Dec. 4th, 2012

dolorosa_12: (doctor horrible)
When I was 12, in 1997, our English class studied Harp In The South, Ruth Park's classic story of a poor family living in the slums of Surry Hills in Sydney. (This is hilarious on multiple levels, because Surry Hills is now one of the most expensive, posh parts of the city. What a different fifty years makes.) I loved the book, but the important point is that it had a character in it called Dolour Darcy. I'd never heard of the word 'Dolour' before, and I looked it up, loved its meaning, and promptly adopted it for myself as a kind of pen-name in my paper diaries. You have to remember that I was a very emo teenager, and a word that meant 'sorrow' appealed to me. At some point, I started sticking 'Inviolate' at the end (because unbreakable sorrow was clearly better than just sorrow), and at least one of my email addresses still has that as the name of the account. I joined a couple of online forums around 1999 with the username 'Dolour', but I drifted away.

By 2001, the word 'dolour' itself had lost some of its appeal. I didn't like how it sounded the same as 'dollar'. But then I realised that the Latin form of the word, Dolorosa, was even more beautiful and appropriate. It sounded lovely, it meant the same thing, and it had even more histrionic allusions contained within it. I joined the Republic of Heaven with the username 'Aletheia Dolorosa' (the 'Aletheia' is an allusion to the alethiometer in His Dark Materials) in 2003. I joined Livejournal as [personal profile] dolorosa_12 the same year. As I spent more time online, the number of Dolorosae increased. 'dolorosa' on Obernet. @ronnidolorosa on Twitter. RonniDolorosa on IRC. And so on.

The point I want to make is that I've been using some form of the name 'Dolorosa' since the mid-90s, and using it online for over ten years. Where I could, such as on Tumblr and Ao3 and forums, I used the name in its pure form. When another Dolorosa had got there first, I modified it with numbers or my first name. And this didn't bother me very much. The issue is, the word, in whatever form it takes, has become something of an identity.

I know people online who shed names like skins, slipping between identities when the old one stops having any meaning. But I have never wanted to be anything other than Dolorosa. If I could be bothered, I sometimes think I would make it a middle name, although in actual fact I associate it only with online life. But even though almost everyone online calls me by my real name, Ronni, and I certainly don't hide it, I feel so strongly Dolorosa, and love my online moniker so much. I couldn't contemplate changing it.
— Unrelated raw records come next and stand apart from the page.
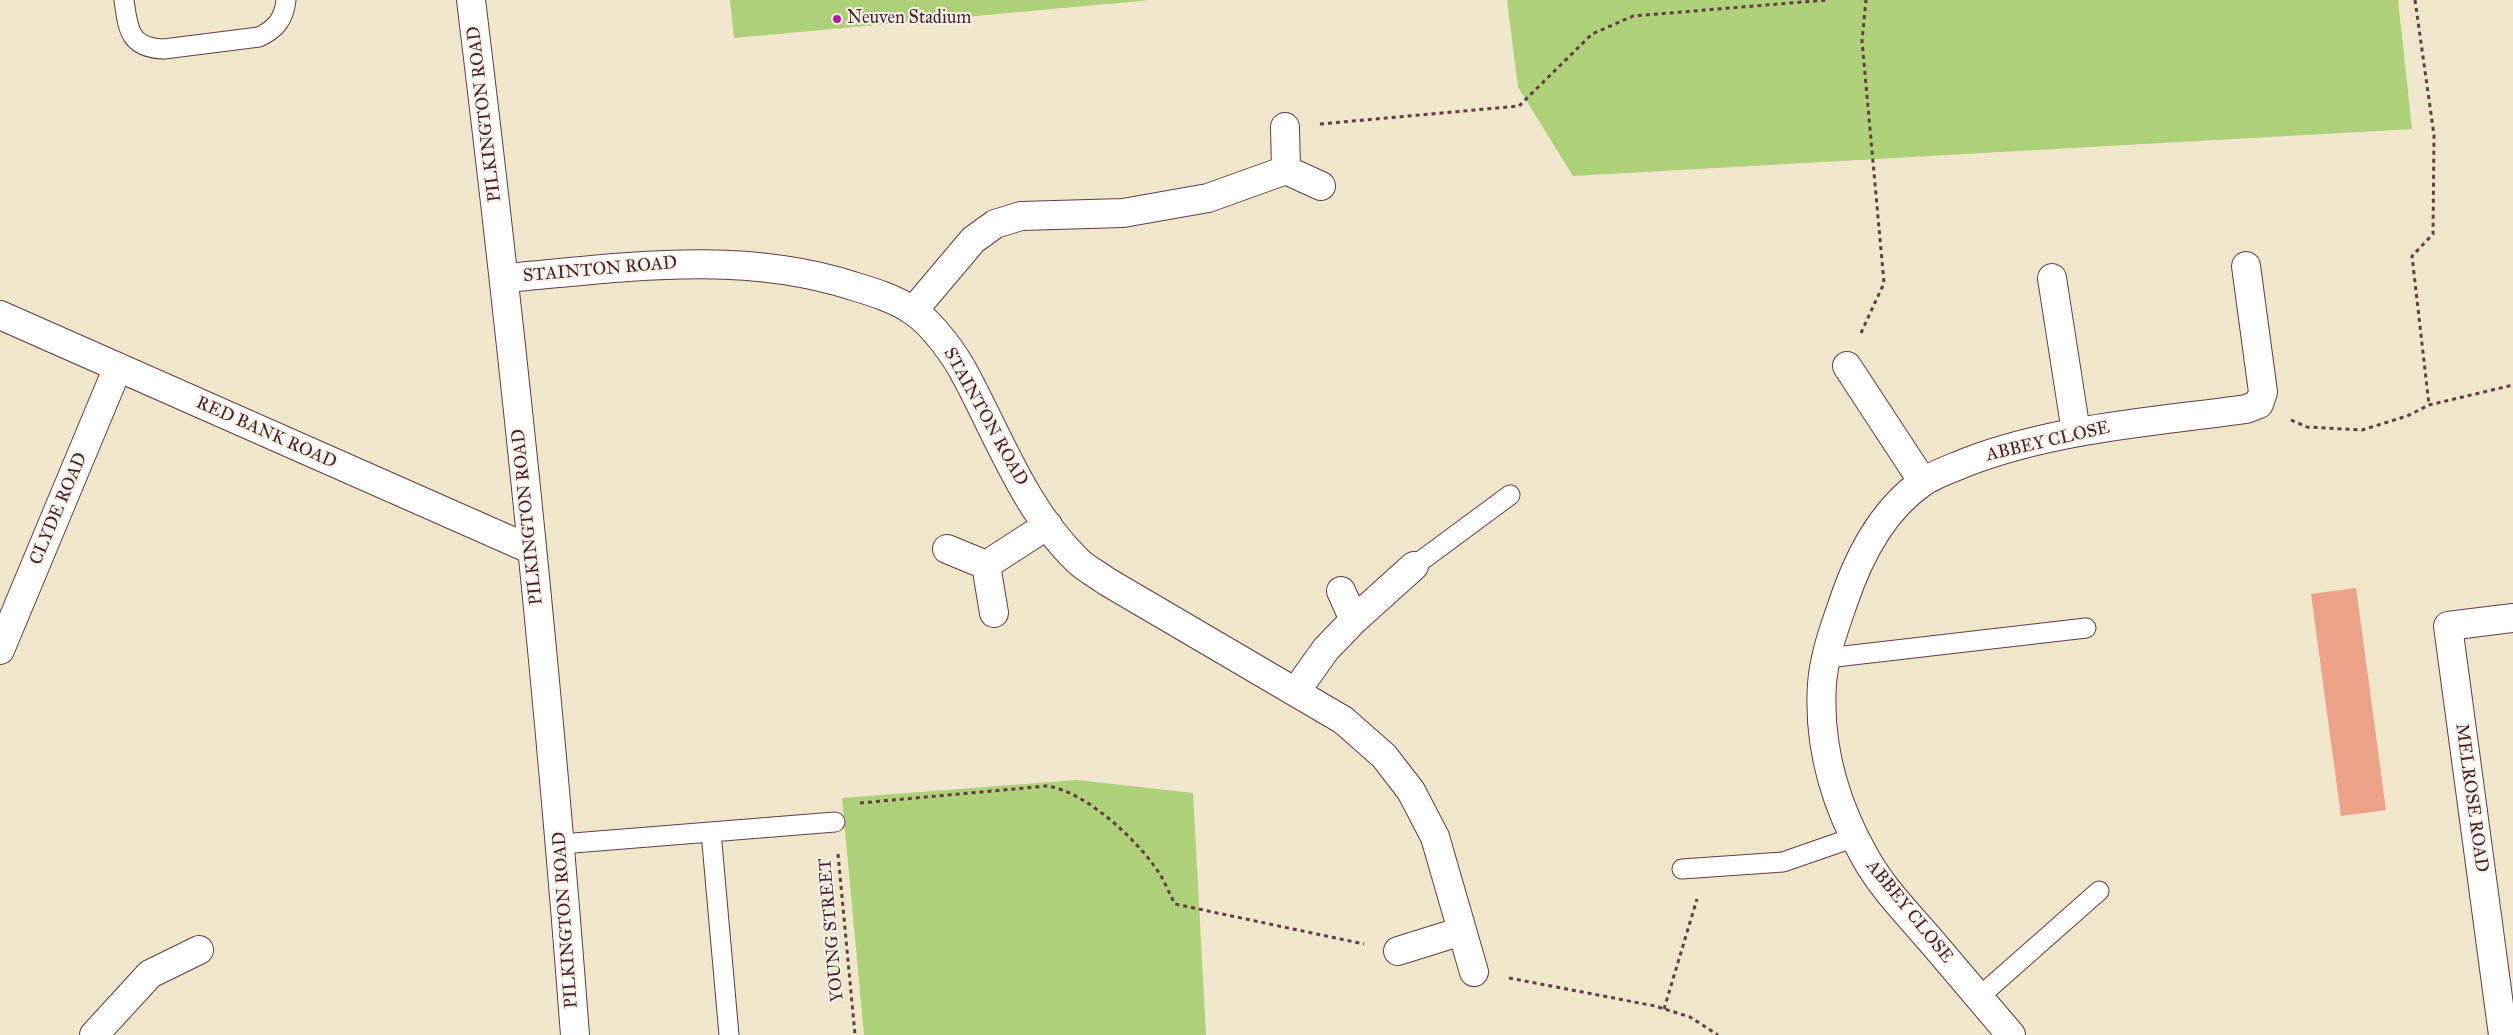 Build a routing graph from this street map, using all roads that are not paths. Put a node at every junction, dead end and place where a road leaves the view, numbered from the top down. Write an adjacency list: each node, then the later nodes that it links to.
1 (124, 0): 2 (lane)
2 (286, 0)
3 (471, 0): 8 (street, PILKINGTON ROAD)
4 (1285, 127): 5 (street)
5 (1286, 170): 6 (street); 10 (street)
6 (1321, 186)
7 (2246, 266): 14 (street, ABBEY CLOSE)
8 (505, 278): 10 (street, STAINTON ROAD); 19 (street, PILKINGTON ROAD)
9 (2052, 278): 14 (street)
10 (913, 311): 17 (street, STAINTON ROAD)
11 (0, 315): 13 (street, RED BANK ROAD)
12 (1846, 366): 15 (street)
13 (118, 367): 19 (street, RED BANK ROAD); 27 (street, CLYDE ROAD)
14 (2076, 432): 15 (street, ABBEY CLOSE)
15 (1923, 482): 28 (street, ABBEY CLOSE)
16 (1510, 495): 21 (lane)
17 (1048, 525): 20 (street); 29 (street, STAINTON ROAD)
18 (947, 549): 20 (street)
19 (532, 550): 33 (street, PILKINGTON ROAD)
20 (986, 565): 23 (street)
21 (1414, 566): 25 (street)
22 (1342, 590): 25 (street)
23 (994, 613)
24 (2513, 618): 45 (street, MELROSE ROAD)
25 (1354, 620): 29 (street)
26 (2086, 628): 28 (lane)
27 (0, 650)
28 (1827, 658): 32 (street, ABBEY CLOSE)
29 (1296, 691): 36 (street, STAINTON ROAD)
30 (835, 822): 31 (lane)
31 (711, 832): 33 (lane); 43 (lane)
32 (1855, 837): 34 (lane); 40 (street, ABBEY CLOSE)
33 (561, 844): 42 (street, PILKINGTON ROAD)
34 (1682, 869)
35 (2099, 891): 40 (lane)
36 (1462, 931): 38 (street); 39 (street, STAINTON ROAD)
37 (199, 950): 41 (street)
38 (1398, 951)
39 (1474, 972)
40 (1979, 997): 44 (street, ABBEY CLOSE)
41 (94, 1035)
42 (575, 1035)
43 (729, 1035)
44 (2012, 1035)
45 (2503, 1035) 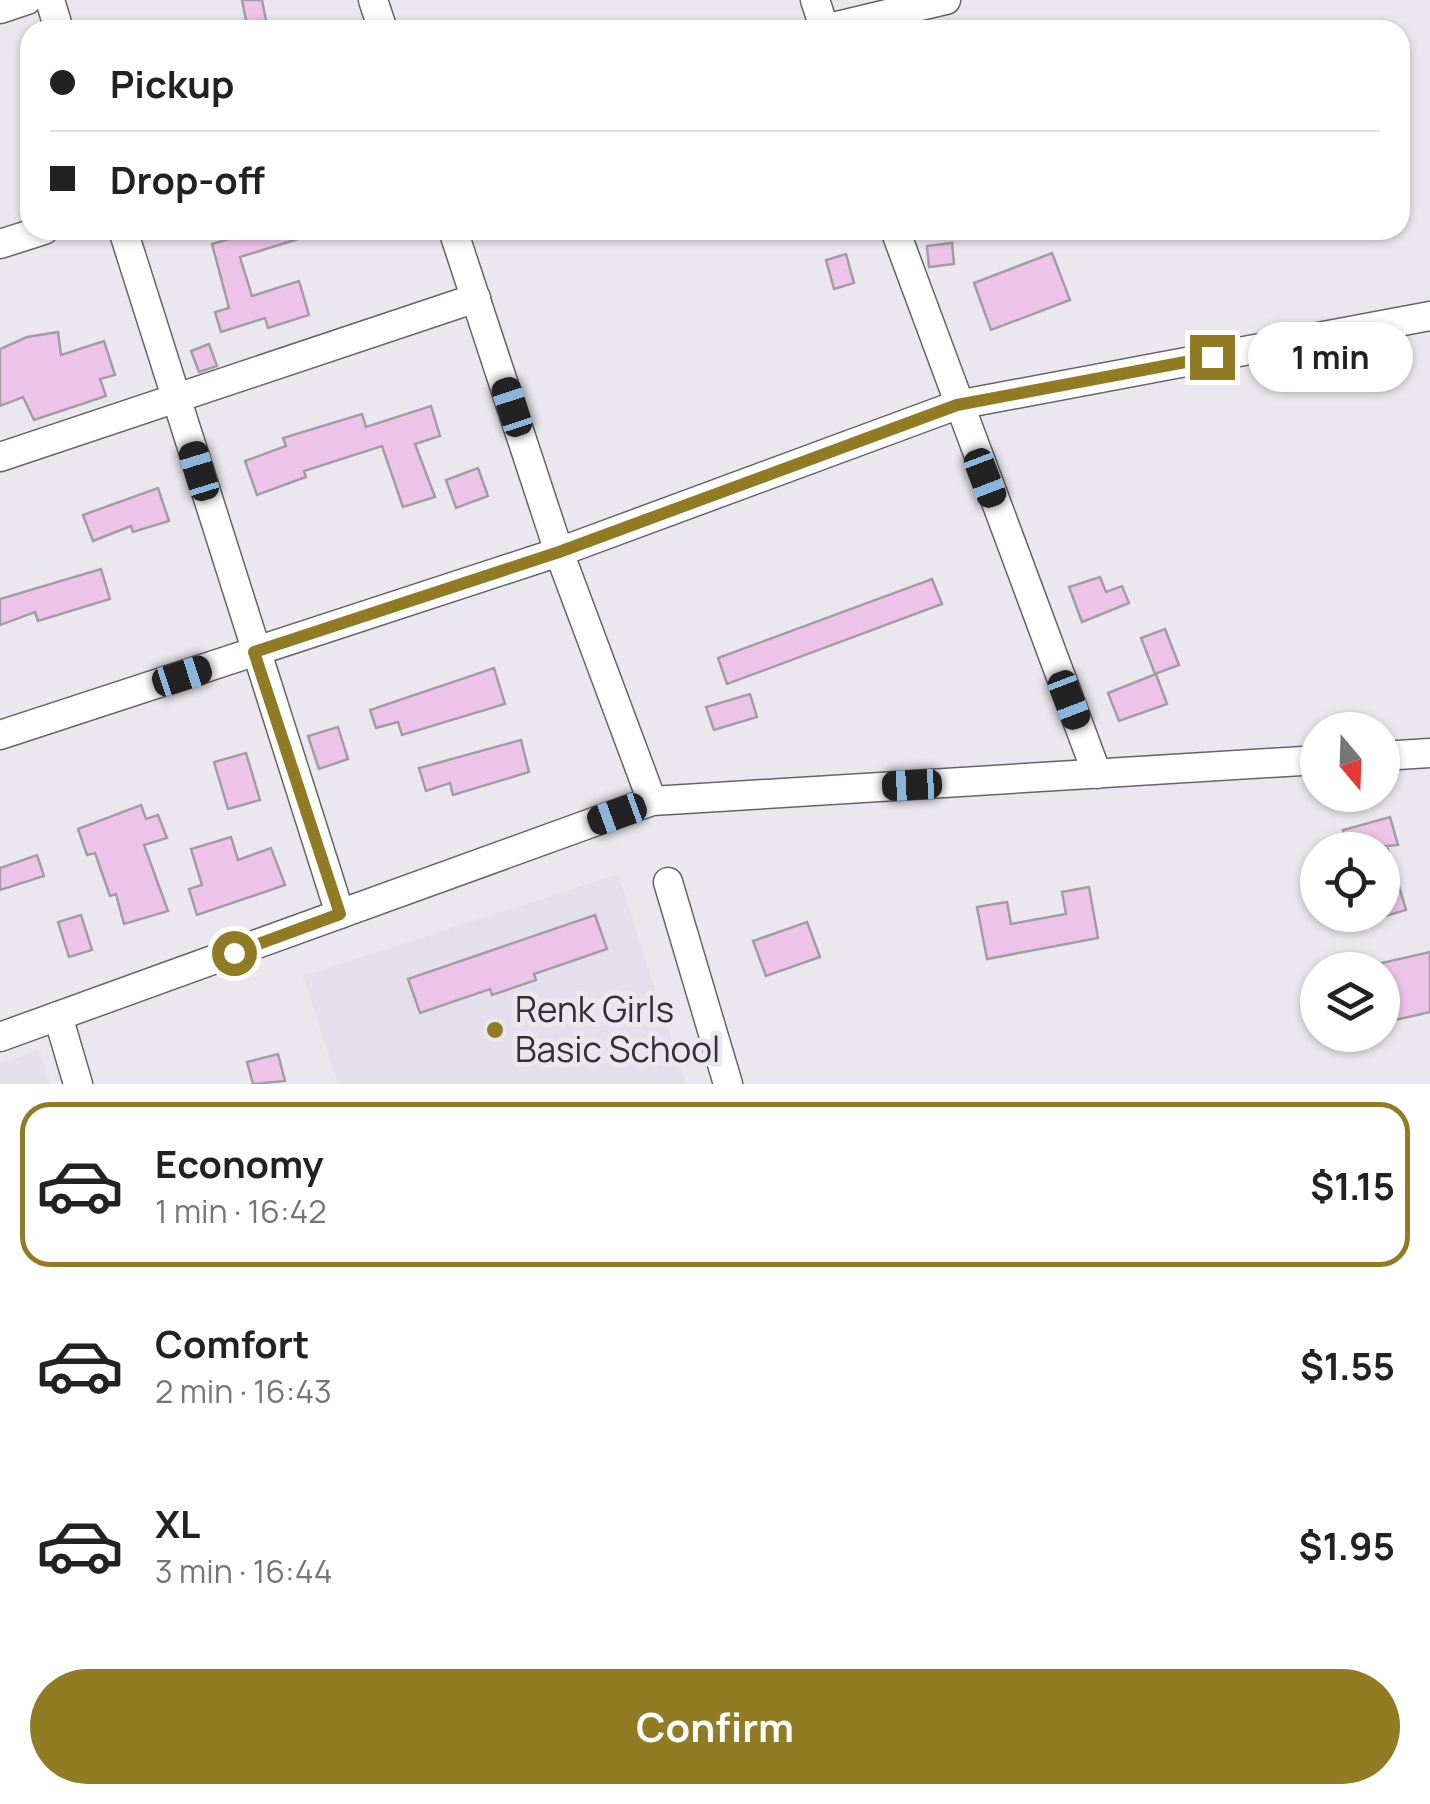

Dolorosa, most specifically, designates the part of me that is articulate, whose words are listened to and understood. I struggle so much in real life to give my words meaning and purpose and clarity, and I fail dismally a lot of the time, and I fear above all things not being listened to, not being understood or not being believed, that it matters so much to me that here is one place, one identity, where that's never a problem. For whatever reason, I express myself best in written (and, most specifically, blogging) format - in words attached to the name Dolorosa.

All this is by way of preamble to an encounter I had this morning. I woke up to find a message in my Tumblr inbox from another user, who said they'd 'been monitoring your Tumblr for three months', and asked if I would exchange URLs as I'd not posted. I politely told the user an abbreviated and less emotional version of what I've just said to all of you, and that seems to have been the end of it - but this isn't the first time that I've been contacted with this particular request.

I can understand the user's frustration, especially since I suspect they want Dolorosa for its Homestruck allusions (am I correct in assuming there's something in Homestruck called 'the Dolorosa'?) and I don't appear to have chosen my username for any particular purpose, but as you can see, I am someone who puts a great deal of weight on names, identity and the intersection thereof. Whenever I encounter a name online, I assume it's been chosen with as much thought, emotion and deliberation as mine (which makes usernames like 'ilovetoast' even more hilarious). I wouldn't dream of asking a random stranger to change their username because they don't seem to be doing much with it - that name is the identity they have chosen for themselves. And, as has happened many times to me, if someone has got to my preferred username first, I have just shrugged my shoulders and modified it with underscores, numbers or additional words. That's the internet I grew up with. It seems so entitled to behave otherwise.

On a lighter, but related note, one of my friends at Cambridge has become known as 'Eugene, Lord of the Stallions'. Eugene is the anglicised version of his (Irish) name, and Lord of the Stallions is a somewhat inaccurate translation of his surname.